Organisés et déterminés, les opposants ont occupé la ville (et l'espace médiatique) tout au long de la journée. Une présence d'autant plus remarquée que les supporters de Donald Trump ne sont pas parvenus à remplir le Mall, l'esplanade nationale, comme l'avait fait Barack Obama en 2009.

Le jour n'était pas encore levé quand les premiers supporters de Donald Trump ont commencé à faire la queue aux nombreux accès à l'esplanade nationale. Traditionnellement, les détenteurs d'une accréditation peuvent suivre au plus près (enfin, "au moins loin") la cérémonie d'investiture de leur champion. Mais avant de s'installer face au Capitole, ils doivent passer un minutieux contrôle de sécurité. C'est à hauteur de ces portiques que les anti-Trump ont lancé leur journée de "disruption" (de "dérangement", en français).
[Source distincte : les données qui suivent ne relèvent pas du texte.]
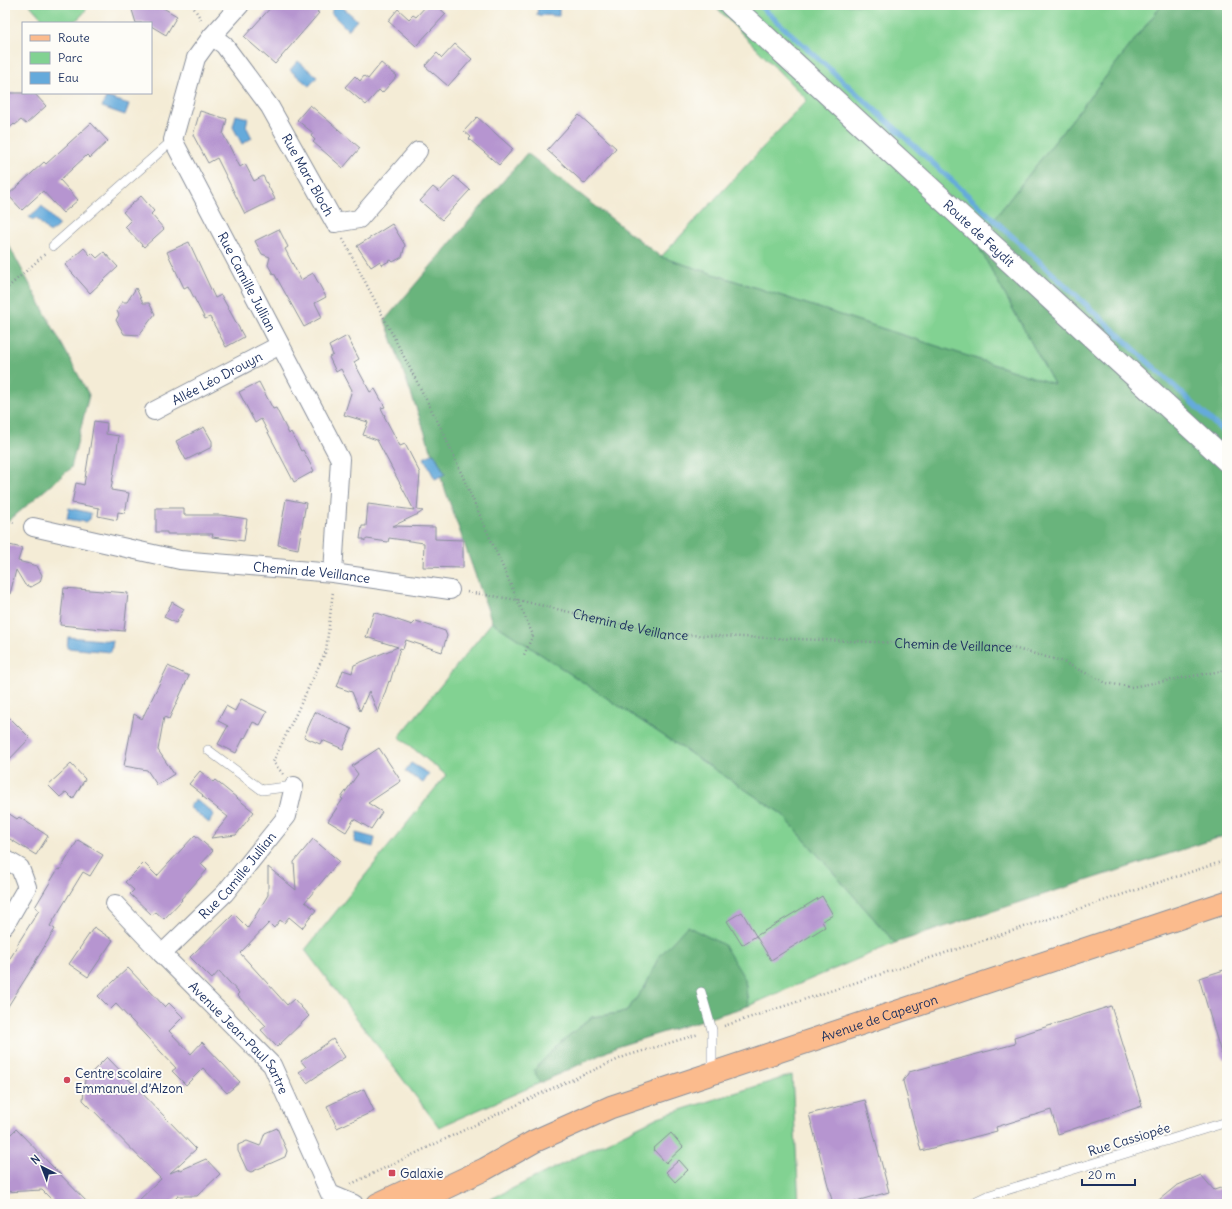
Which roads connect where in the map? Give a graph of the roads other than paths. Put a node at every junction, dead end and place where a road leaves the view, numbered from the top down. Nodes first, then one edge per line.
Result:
1 (240, 5) edge
2 (731, 5) edge
3 (212, 36) junction
4 (173, 140) junction
5 (418, 151) dead end
6 (53, 246) road end
7 (280, 345) junction
8 (154, 411) dead end
9 (1227, 460) edge
10 (33, 527) dead end
11 (334, 573) junction
12 (450, 590) road end
13 (208, 750) dead end
14 (294, 786) joint
15 (5, 859) edge
16 (1227, 902) edge
17 (115, 904) dead end
18 (5, 925) edge
19 (162, 954) junction
20 (701, 992) dead end
21 (712, 1074) junction
22 (1227, 1122) edge
23 (535, 1141) junction
24 (328, 1199) edge
25 (354, 1204) edge
26 (378, 1204) edge
27 (411, 1204) edge
28 (970, 1204) edge

1 - 3 street
2 - 9 street, Route de Feydit
3 - 4 street
3 - 5 street, Rue Marc Bloch
4 - 6 lane
4 - 7 street, Rue Camille Jullian
7 - 8 street, Allée Léo Drouyn
7 - 11 street, Rue Camille Jullian
10 - 11 street, Chemin de Veillance
11 - 12 street, Chemin de Veillance
13 - 14 lane
14 - 19 street, Rue Camille Jullian
15 - 18 street
16 - 21 main road, Avenue de Capeyron
17 - 19 street, Avenue Jean-Paul Sartre
19 - 24 street, Avenue Jean-Paul Sartre
20 - 21 lane
21 - 23 main road, Avenue de Capeyron
22 - 28 lane, Rue Cassiopée
23 - 26 main road, Avenue de Capeyron
23 - 27 main road, Avenue de Capeyron
24 - 25 street

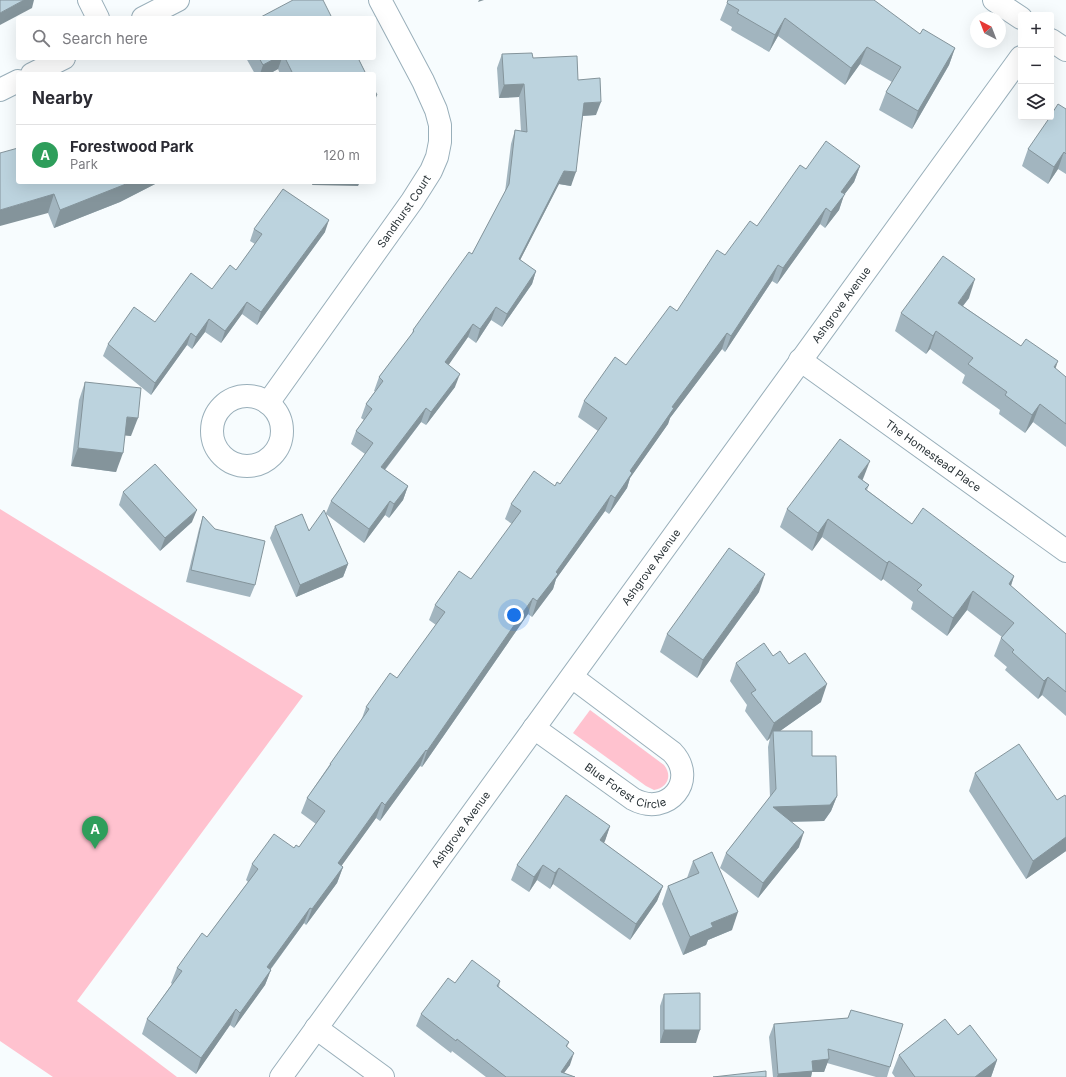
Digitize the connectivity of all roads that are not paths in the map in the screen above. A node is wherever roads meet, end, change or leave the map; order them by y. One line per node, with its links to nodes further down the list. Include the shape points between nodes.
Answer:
1 (89, 0): 5 (street)
2 (178, 0): 6 (street)
3 (380, 0): 16 (street, Sandhurst Court, via 436,110 440,125 437,157 412,201)
4 (994, 0): 7 (street)
5 (97, 16)
6 (147, 16)
7 (1018, 16)
8 (1054, 42): 9 (street)
9 (1066, 50)
10 (60, 60): 12 (street)
11 (1018, 61): 15 (street, Ashgrove Avenue)
12 (36, 72)
13 (16, 82): 14 (street)
14 (0, 90)
15 (800, 360): 17 (street, The Homestead Place); 18 (street, Ashgrove Avenue)
16 (268, 402)
17 (1066, 552)
18 (572, 677): 19 (street, Ashgrove Avenue); 19 (street, Blue Forest Circle, via 678,758 683,774 676,793 660,804 642,804)
19 (534, 728): 20 (street, Ashgrove Avenue)
20 (316, 1028): 21 (street, Ashgrove Avenue); 22 (street)
21 (281, 1077)
22 (383, 1077)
Un message : "Pas mon président"

Bénévole sur les actions de la journée, Sarko, une chercheuse de 26 ans originaire de Washington DC, explique le concept : "L'objectif est de perturber chaque étape de l'investiture." Fervente opposante à la politique promise par Donald Trump, elle plaide pour un boycott de l'évènement, mais encourage aussi les anti-Trump à faire éclater leur colère alors que les caméras du monde entier sont braquées sur Washington. Rodés à l'exercice, les activistes qui occupent un checkpoint installé face à la cour de justice du district de Columbia, savent attirer l'attention. Au pied des marches, un groupe de jeunes Afro-Américains enchaînés les uns aux autres scandent : "Nous n'avons rien à perdre, si ce n'est nos chaînes."

Plus loin, d'autre se passent le mégaphone, et alternent les slogans. Ici, les revendications sont multiples : défenses des minorités sexuelles et religieuses, "Black Lives Matter" et discours pro-immigration se mêlent aux slogans anti-Trump ("Pas de Trump, pas de Ku Klu Klan, pas de fascisme aux Etats-Unis") et aux cris de ralliement ("Unis, le peuple ne peut être vaincu.")
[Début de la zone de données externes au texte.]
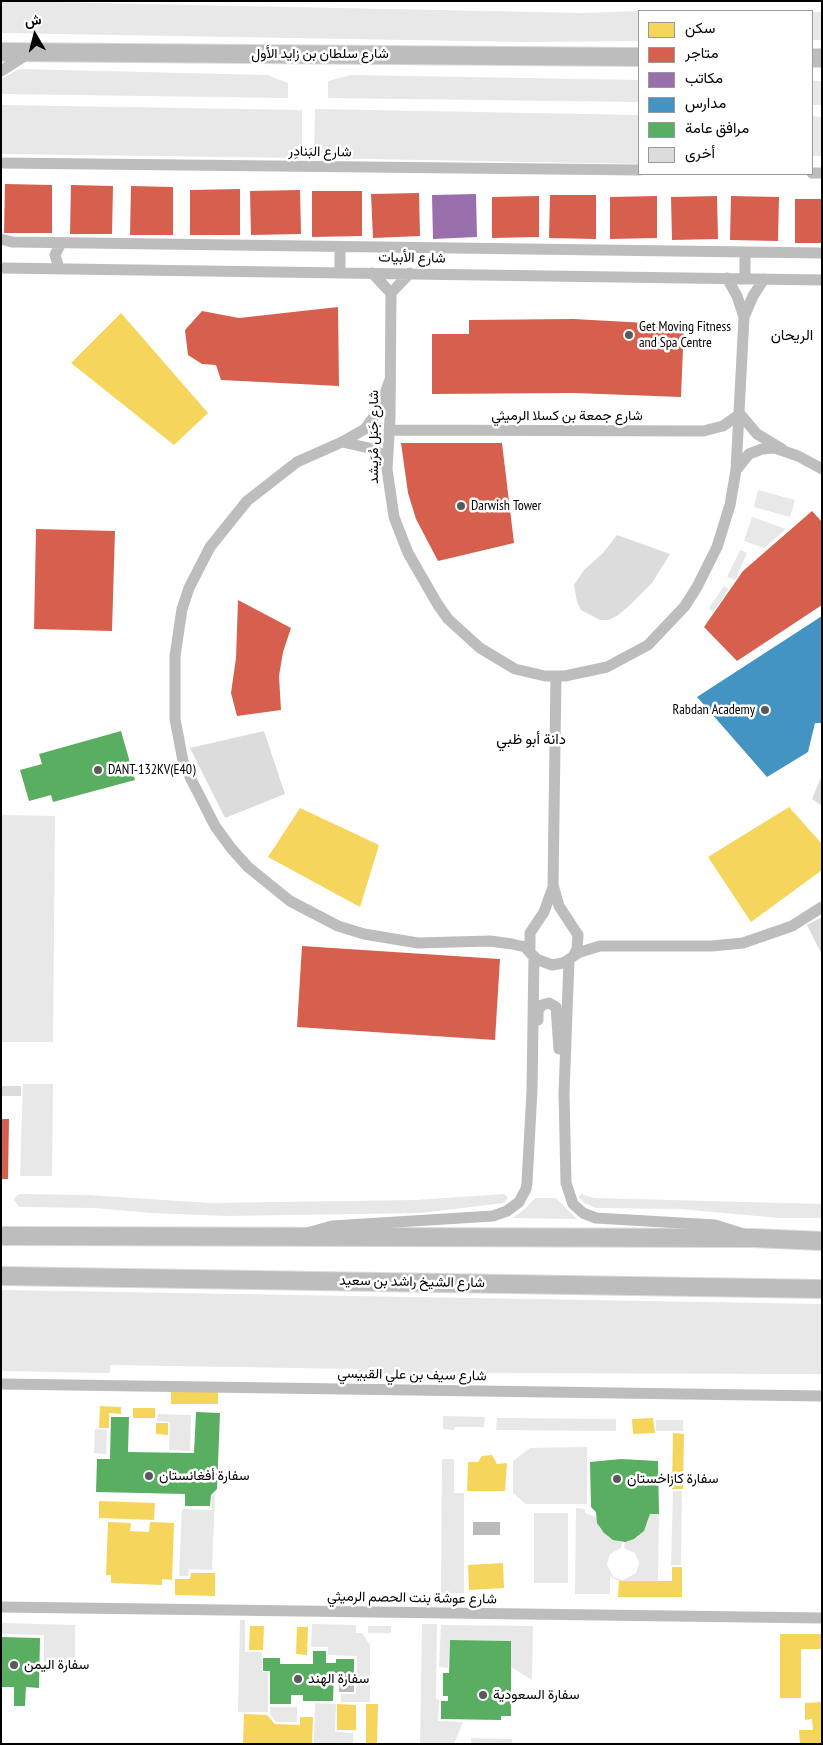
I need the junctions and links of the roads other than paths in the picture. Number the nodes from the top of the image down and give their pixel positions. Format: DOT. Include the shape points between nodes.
graph roads {
  1 [pos="1,52"];
  2 [pos="30,52"];
  3 [pos="638,57"];
  4 [pos="1,71"];
  5 [pos="1,163"];
  6 [pos="638,170"];
  7 [pos="1,239"];
  8 [pos="63,243"];
  9 [pos="340,246"];
  10 [pos="745,252"];
  11 [pos="822,253"];
  12 [pos="1,268"];
  13 [pos="59,268"];
  14 [pos="340,272"];
  15 [pos="372,273"];
  16 [pos="410,273"];
  17 [pos="727,278"];
  18 [pos="745,279"];
  19 [pos="764,279"];
  20 [pos="822,280"];
  21 [pos="391,293"];
  22 [pos="744,317"];
  23 [pos="389,382"];
  24 [pos="740,414"];
  25 [pos="390,430"];
  26 [pos="342,442"];
  27 [pos="782,449"];
  28 [pos="387,457"];
  29 [pos="822,469"];
  30 [pos="736,470"];
  31 [pos="556,676"];
  32 [pos="553,885"];
  33 [pos="822,907"];
  34 [pos="532,953"];
  35 [pos="571,957"];
  36 [pos="532,1090"];
  37 [pos="564,1093"];
  38 [pos="1,1236"];
  39 [pos="298,1237"];
  40 [pos="753,1238"];
  41 [pos="822,1241"];
  42 [pos="1,1276"];
  43 [pos="822,1289"];
  44 [pos="1,1384"];
  45 [pos="822,1396"];
  46 [pos="1,1607"];
  47 [pos="822,1618"];
  1 -- 2 [label="main road, شارع سلطان بن زايد الأول"];
  2 -- 3 [label="main road, شارع سلطان بن زايد الأول"];
  2 -- 4 [label="street"];
  5 -- 6 [label="street, شارع البَنادِر"];
  7 -- 8 [label="street"];
  8 -- 9 [label="street"];
  8 -- 13 [label="street" via="55,255"];
  9 -- 10 [label="street"];
  9 -- 14 [label="street"];
  10 -- 11 [label="street"];
  10 -- 18 [label="street"];
  12 -- 13 [label="street, شارع الأبيات"];
  13 -- 14 [label="street, شارع الأبيات"];
  14 -- 15 [label="street, شارع الأبيات"];
  15 -- 16 [label="street, شارع الأبيات"];
  15 -- 21 [label="street"];
  16 -- 17 [label="street, شارع الأبيات"];
  16 -- 21 [label="street"];
  17 -- 18 [label="street, شارع الأبيات"];
  17 -- 22 [label="street, شارع جَبَل مُرَيشد"];
  18 -- 19 [label="street, شارع الأبيات"];
  19 -- 20 [label="street, شارع الأبيات"];
  19 -- 22 [label="street, شارع جَبَل مُرَيشد"];
  21 -- 23 [label="street, شارع جَبَل مُرَيشد"];
  22 -- 24 [label="street, شارع جَبَل مُرَيشد"];
  23 -- 25 [label="street, شارع جَبَل مُرَيشد"];
  23 -- 26 [label="street" via="376,416 364,429"];
  24 -- 25 [label="street, شارع جمعة بن كسلا الرميثي" via="724,426 703,431"];
  24 -- 27 [label="street" via="757,434"];
  24 -- 30 [label="street, شارع جَبَل مُرَيشد"];
  25 -- 28 [label="street, شارع جَبَل مُرَيشد"];
  26 -- 28 [label="street" via="360,445"];
  26 -- 34 [label="street" via="297,462 263,486 226,524 198,567 182,609 174,663 175,719 183,760 202,803 231,848 276,891 313,914 355,931 391,940 418,943 504,942"];
  27 -- 29 [label="street"];
  27 -- 30 [label="street" via="755,451"];
  28 -- 31 [label="street, شارع جَبَل مُرَيشد" via="391,501 401,535 417,570 448,619 480,648 503,662 533,674"];
  30 -- 31 [label="street, شارع جَبَل مُرَيشد" via="717,547 697,587 671,623 648,645 622,661 592,672"];
  31 -- 32 [label="street"];
  32 -- 34 [label="street" via="544,912 530,933"];
  32 -- 35 [label="street" via="559,906 578,935 577,949"];
  33 -- 35 [label="street" via="792,926 743,942 698,947 600,946"];
  34 -- 35 [label="street" via="542,963 552,965"];
  34 -- 36 [label="street"];
  35 -- 37 [label="street"];
  36 -- 37 [label="street" via="538,1075 538,1011 542,1005 549,1004 558,1011 559,1072"];
  36 -- 39 [label="street" via="526,1189 507,1211 486,1217 332,1226"];
  37 -- 40 [label="street" via="566,1183 570,1198 584,1213 603,1219 716,1224"];
  38 -- 39 [label="main road"];
  39 -- 40 [label="main road"];
  40 -- 41 [label="main road"];
  42 -- 43 [label="main road, شارع الشيخ راشد بن سعيد"];
  44 -- 45 [label="street, شارع سيف بن علي القبيسي"];
  46 -- 47 [label="street, شارع عوشة بنت الحصم الرميثي"];
}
A l'instar des pro-Trump attendus sur la pelouse, certains de ces manifestants ont fait des centaines de kilomètres pour participer à cette journée cruciale pour les deux camps. "C'est le début d'un combat parti pour durer quatre ans", confirme Doug, 45 ans, arrivé de Détroit, dans le Michigan, à huit heures de route de là. "Etre présent dès le premier jour, montrer que nous sommes nombreux, c'est important pour initier une dynamique et encourager ceux qui ne veulent pas de Trump à le faire savoir. Le monde doit lui dire qu'on ne lui fait pas confiance", poursuit-il.  
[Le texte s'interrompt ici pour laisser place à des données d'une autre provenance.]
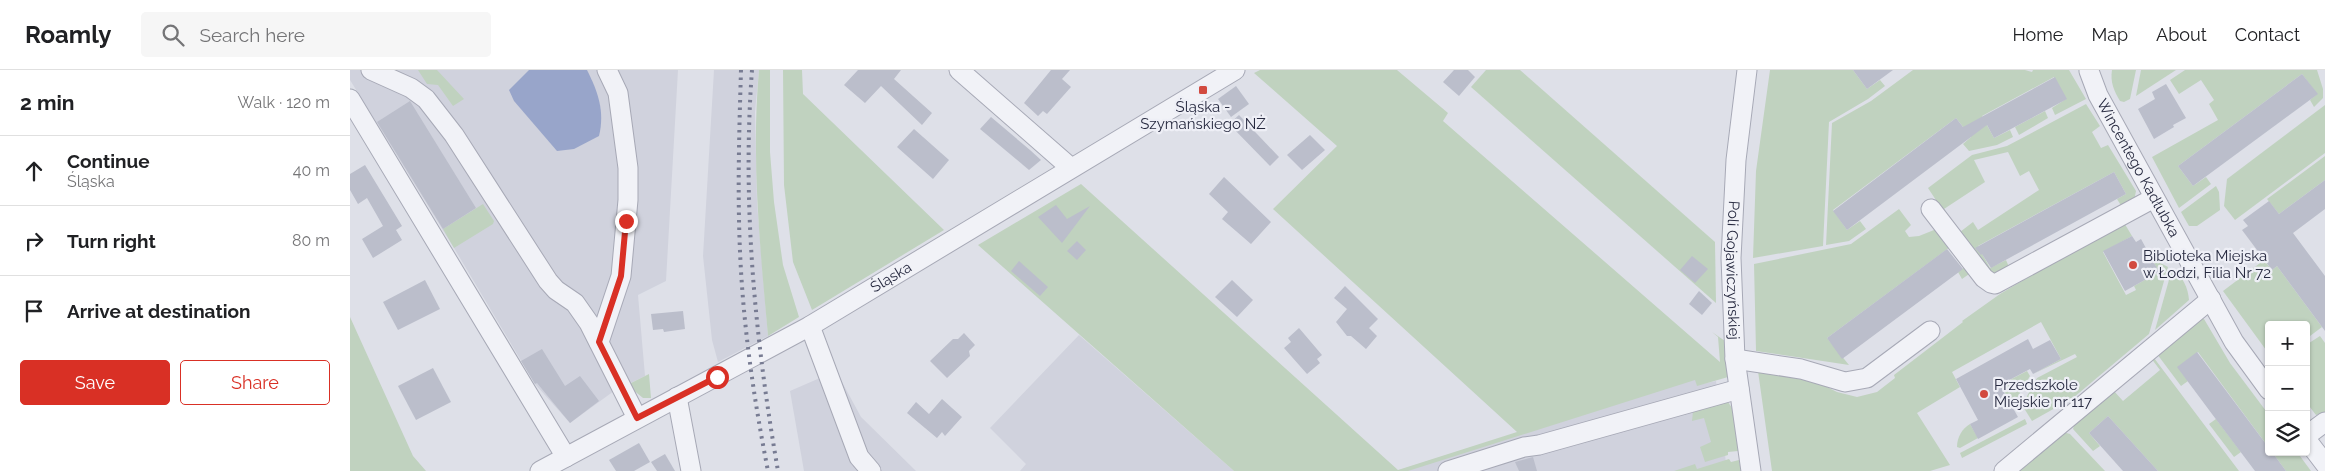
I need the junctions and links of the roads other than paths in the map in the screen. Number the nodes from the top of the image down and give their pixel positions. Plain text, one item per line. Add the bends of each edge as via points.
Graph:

Un mode opératoire : la chaîne humaine

Aujourd'hui, la mission est claire : déranger. Surtout, empêcher, dans la mesure du possible, les supporters de Donald Trump d'accéder à l'esplanade. Pour ce faire, les militants maîtrisent une technique ancestrale : la chaîne humaine. Debout, au sol, voire les deux, des murs d'activistes se dressent entre les républicains et le lieu de la cérémonie. A ce checkpoint, la foule diverse - jeunes ou personnes âgées, femmes et hommes, Blancs, Noirs, Latinos ou Asiatiques - parvient à faire fermer le portique, dès 8h30 du matin. Les pro-Trump qui passaient devant les manifestants se retrouvent face aux chaînes humaines, infranchissables (ou presque). 

Ces "ennemis" du camp d'en face, les activistes ne les huent pas. A peine augmentent-ils le volume sonore de leurs chants anti-racistes à l'approche des "casquettes rouges". Des familles, équipées de poussettes et bardées de merchandising "Make America Great Again", se contentent de faire demi-tour, tandis que d'autres cherchent des renseignements auprès de manifestants. Rapidement, un groupe d'activistes se chargent de leur expliquer la situation, voire de les orienter vers un autre checkpoint, ouvert cette fois. Et ce jusqu'à la réouverture des portiques en fin de matinée, quelques minutes avant que Donald Trump ne prête serment. 

Les portiques qui n'ont pas été complètement bloqués ont été partiellement occupés. En résultent des scènes surréalistes, montrant des supporters de Trump faisant la queue avec ces opposants. Panneaux "Trump" et "Not my president", se mêlent ainsi dans la foule. Le tout dans un calme étonnant quand on se souvient de la violence de la campagne présidentielle. Parfois, la discussion s'engage et ces adversaires devenus voisins de queue échangent plutôt poliment leurs points de vue. Si quelques pro-Trump bousculent au passage des manifestants dans les rues de Washington, nous sommes loin des appels à la bagarre autrefois proférés par l'ex-candidat républicain lui-même. 

Enfin, les "dérangeurs" n'ont pas manqué de s'inviter à la traditionnelle parade organisée en l'honneur du nouveau président. Brandissant des pancartes, ils ont notamment sifflé des policiers en scandant "Black Lives Matter", en référence à la mort de nombreux Afro-Américains sous les coups des forces de l'ordre. 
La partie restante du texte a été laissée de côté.